The staging of these musical numbers, under the direction of Richard Fleischer, known for his heavy-handed approach, further detracts from the film. Many numbers simply involve characters standing and singing directly at each other, particularly the drawn-out “Fabulous Places,” where the four leads (including child actor William Dix as Tommy Stubbins) take turns reciting Bricusse’s uninspired rhymes about desired travel destinations. Other numbers feature aimless wandering through sets, like the opening “My Friend the Doctor,” which benefits from Anthony Newley’s energetic performance and camera movement, and bears a striking resemblance to “Maria” from The Sound of Music. At its worst, the staging devolves into incoherent sequences of Harrison striking poses in disconnected shots, as in “If I Could Talk to the Animals.” The nadir is arguably “I’ve Never Seen Anything Like It,” featuring both the film’s worst lyrics:
“I’m not a fool/ I went to school/ I’ve been from Liverpool to Istanbul/ Istanbul/ I’m no fool”

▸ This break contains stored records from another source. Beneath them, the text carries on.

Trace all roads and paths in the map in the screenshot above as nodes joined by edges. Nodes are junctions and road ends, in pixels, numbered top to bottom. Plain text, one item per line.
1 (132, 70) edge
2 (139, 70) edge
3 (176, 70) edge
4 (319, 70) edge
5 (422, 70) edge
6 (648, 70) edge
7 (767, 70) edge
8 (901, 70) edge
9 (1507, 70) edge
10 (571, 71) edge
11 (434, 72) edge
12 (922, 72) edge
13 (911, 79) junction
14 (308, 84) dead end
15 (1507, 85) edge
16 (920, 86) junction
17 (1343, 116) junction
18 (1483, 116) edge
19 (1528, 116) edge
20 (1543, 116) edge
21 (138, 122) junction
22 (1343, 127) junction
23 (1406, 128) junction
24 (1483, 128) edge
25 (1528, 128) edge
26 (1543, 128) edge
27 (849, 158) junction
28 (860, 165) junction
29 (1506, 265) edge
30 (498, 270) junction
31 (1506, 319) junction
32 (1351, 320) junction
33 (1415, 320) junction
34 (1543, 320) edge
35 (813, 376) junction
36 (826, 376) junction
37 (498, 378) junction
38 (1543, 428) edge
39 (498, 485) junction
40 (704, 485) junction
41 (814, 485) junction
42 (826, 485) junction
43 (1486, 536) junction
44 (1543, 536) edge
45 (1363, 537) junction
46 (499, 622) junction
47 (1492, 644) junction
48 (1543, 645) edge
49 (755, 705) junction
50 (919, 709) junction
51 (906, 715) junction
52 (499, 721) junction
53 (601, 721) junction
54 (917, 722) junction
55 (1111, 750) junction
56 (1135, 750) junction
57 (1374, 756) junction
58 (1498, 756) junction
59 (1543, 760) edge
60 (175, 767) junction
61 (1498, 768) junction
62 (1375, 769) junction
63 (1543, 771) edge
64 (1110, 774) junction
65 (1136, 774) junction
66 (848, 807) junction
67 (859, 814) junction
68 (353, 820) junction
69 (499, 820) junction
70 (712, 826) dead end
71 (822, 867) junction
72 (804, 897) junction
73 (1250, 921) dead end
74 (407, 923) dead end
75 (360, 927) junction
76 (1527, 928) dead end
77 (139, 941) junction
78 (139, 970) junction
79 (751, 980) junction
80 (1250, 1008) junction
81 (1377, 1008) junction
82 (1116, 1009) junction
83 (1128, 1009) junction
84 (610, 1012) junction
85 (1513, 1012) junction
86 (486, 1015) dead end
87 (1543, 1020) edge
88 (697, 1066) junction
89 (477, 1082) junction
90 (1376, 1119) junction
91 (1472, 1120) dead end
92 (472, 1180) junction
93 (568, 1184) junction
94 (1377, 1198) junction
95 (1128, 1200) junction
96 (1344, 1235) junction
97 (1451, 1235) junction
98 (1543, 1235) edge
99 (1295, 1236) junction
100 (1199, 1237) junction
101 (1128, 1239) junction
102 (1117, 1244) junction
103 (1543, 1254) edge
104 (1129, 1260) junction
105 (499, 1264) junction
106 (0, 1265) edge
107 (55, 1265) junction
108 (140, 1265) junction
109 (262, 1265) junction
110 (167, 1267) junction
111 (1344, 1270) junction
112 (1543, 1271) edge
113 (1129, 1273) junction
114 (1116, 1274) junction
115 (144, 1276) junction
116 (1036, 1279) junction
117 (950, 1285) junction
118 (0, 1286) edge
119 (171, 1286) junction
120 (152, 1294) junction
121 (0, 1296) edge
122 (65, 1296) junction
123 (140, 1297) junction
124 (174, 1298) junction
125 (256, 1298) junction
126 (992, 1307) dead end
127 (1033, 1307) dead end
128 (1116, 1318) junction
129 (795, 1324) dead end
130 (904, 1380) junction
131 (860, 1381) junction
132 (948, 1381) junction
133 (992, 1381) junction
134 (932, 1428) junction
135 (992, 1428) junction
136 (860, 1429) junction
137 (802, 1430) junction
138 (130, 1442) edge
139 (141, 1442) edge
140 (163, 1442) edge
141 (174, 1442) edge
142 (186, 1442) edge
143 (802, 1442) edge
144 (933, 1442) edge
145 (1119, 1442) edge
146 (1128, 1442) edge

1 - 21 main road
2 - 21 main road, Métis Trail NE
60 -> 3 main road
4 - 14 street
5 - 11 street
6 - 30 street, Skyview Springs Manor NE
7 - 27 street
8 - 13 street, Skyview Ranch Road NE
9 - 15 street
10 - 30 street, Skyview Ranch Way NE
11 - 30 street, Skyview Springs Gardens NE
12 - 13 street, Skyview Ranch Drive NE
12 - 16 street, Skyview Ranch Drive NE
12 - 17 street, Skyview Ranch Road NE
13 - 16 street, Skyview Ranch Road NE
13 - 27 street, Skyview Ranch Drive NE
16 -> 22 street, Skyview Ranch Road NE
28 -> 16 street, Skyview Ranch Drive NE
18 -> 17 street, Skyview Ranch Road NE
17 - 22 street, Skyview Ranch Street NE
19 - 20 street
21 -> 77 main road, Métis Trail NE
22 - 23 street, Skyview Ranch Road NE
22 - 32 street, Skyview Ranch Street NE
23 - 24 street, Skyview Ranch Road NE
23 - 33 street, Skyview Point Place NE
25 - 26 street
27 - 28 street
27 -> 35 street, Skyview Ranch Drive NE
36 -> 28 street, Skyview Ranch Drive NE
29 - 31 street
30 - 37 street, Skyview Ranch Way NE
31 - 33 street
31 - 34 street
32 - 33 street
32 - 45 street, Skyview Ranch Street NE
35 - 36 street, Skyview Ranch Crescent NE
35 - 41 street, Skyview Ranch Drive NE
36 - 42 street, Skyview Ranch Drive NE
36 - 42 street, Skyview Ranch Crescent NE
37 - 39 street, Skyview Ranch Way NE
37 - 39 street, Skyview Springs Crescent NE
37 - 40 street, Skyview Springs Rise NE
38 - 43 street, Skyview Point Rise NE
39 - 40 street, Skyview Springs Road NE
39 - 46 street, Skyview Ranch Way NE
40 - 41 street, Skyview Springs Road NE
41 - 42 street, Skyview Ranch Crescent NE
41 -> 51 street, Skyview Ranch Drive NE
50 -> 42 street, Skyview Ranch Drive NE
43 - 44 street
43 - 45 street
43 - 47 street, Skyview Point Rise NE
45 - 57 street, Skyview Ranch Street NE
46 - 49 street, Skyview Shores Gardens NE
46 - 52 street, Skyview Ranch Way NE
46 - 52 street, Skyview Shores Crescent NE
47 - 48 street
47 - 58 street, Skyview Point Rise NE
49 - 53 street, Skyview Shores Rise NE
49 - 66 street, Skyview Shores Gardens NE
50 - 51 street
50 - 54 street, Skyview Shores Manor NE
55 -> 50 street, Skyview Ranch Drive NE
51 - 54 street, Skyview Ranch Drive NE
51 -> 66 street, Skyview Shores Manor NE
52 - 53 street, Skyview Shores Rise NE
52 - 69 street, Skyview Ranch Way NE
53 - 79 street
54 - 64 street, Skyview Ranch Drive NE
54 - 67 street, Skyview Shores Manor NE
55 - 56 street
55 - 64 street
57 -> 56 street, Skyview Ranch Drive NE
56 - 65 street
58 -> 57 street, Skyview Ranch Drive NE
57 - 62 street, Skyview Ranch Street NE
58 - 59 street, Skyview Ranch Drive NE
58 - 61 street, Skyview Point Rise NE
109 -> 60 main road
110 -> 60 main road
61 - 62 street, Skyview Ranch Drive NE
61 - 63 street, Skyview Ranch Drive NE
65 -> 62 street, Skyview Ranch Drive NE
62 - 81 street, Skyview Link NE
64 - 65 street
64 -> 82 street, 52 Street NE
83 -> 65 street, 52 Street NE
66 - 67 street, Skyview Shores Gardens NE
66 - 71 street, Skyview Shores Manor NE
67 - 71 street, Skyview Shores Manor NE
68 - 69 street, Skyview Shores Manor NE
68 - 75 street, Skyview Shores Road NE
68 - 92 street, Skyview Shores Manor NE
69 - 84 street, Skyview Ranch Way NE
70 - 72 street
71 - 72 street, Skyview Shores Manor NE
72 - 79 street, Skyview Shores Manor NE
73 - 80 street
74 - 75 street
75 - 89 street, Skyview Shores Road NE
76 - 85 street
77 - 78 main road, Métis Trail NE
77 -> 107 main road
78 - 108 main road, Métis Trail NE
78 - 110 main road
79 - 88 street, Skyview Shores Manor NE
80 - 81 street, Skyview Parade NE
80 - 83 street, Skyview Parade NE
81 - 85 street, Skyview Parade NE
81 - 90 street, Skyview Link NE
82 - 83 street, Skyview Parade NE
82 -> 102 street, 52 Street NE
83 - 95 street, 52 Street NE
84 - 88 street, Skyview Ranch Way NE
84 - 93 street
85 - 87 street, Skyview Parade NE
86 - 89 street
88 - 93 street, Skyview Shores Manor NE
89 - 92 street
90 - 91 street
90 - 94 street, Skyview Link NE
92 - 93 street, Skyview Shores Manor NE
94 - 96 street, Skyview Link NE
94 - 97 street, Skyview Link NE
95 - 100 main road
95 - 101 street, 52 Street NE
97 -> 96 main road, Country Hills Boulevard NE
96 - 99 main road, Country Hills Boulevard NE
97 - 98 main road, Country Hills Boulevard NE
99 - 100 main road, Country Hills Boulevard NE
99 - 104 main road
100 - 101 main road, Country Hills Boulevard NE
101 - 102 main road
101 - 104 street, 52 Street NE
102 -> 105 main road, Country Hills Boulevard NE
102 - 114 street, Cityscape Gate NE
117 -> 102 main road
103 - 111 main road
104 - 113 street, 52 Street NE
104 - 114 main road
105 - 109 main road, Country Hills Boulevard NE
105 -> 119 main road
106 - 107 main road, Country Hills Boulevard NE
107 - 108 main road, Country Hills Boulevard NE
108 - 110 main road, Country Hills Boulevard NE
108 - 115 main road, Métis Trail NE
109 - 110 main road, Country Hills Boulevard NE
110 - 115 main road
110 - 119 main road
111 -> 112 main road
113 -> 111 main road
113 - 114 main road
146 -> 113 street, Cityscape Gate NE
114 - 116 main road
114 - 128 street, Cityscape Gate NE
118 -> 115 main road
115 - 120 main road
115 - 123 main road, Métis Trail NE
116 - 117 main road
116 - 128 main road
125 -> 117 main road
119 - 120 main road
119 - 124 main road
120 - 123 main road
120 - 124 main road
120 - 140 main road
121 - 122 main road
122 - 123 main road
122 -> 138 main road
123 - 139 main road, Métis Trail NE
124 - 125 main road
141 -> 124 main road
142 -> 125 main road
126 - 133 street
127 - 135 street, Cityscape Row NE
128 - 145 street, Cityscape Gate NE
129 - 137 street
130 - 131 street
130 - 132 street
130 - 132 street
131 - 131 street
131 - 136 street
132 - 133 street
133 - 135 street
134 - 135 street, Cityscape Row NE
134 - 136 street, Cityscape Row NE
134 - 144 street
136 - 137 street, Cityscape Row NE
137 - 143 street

and cringe-worthy choreography, including Richard Attenborough’s bizarre, high-kicking, skipping movements, likened to a Nazi rally performed by the Rockettes. Attenborough’s repeated bellowing of “I’ve never seen anything like it!” adds to the awkwardness.
Ultimately, the songs are the joyless low points of a film devoid of highlights. Its fantasy elements are flimsy, its humor falls flat, its characters are unappealing, and its themes are muddled. The film’s extensive runtime lacks momentum or a sense of progression, culminating in a shrug of an ending that confirms this aimlessness. Doctor Dolittle‘s only claim to prestige is its exorbitant budget and the notorious behind-the-scenes turmoil. It stands as a cinematic dirge, a low point in 1960s big-budget filmmaking. Its numerous Oscar nominations, in retrospect, serve as a stark reminder of how “Oscarbait” cinema can go wrong, and perhaps a valuable lesson for the industry and the Academy.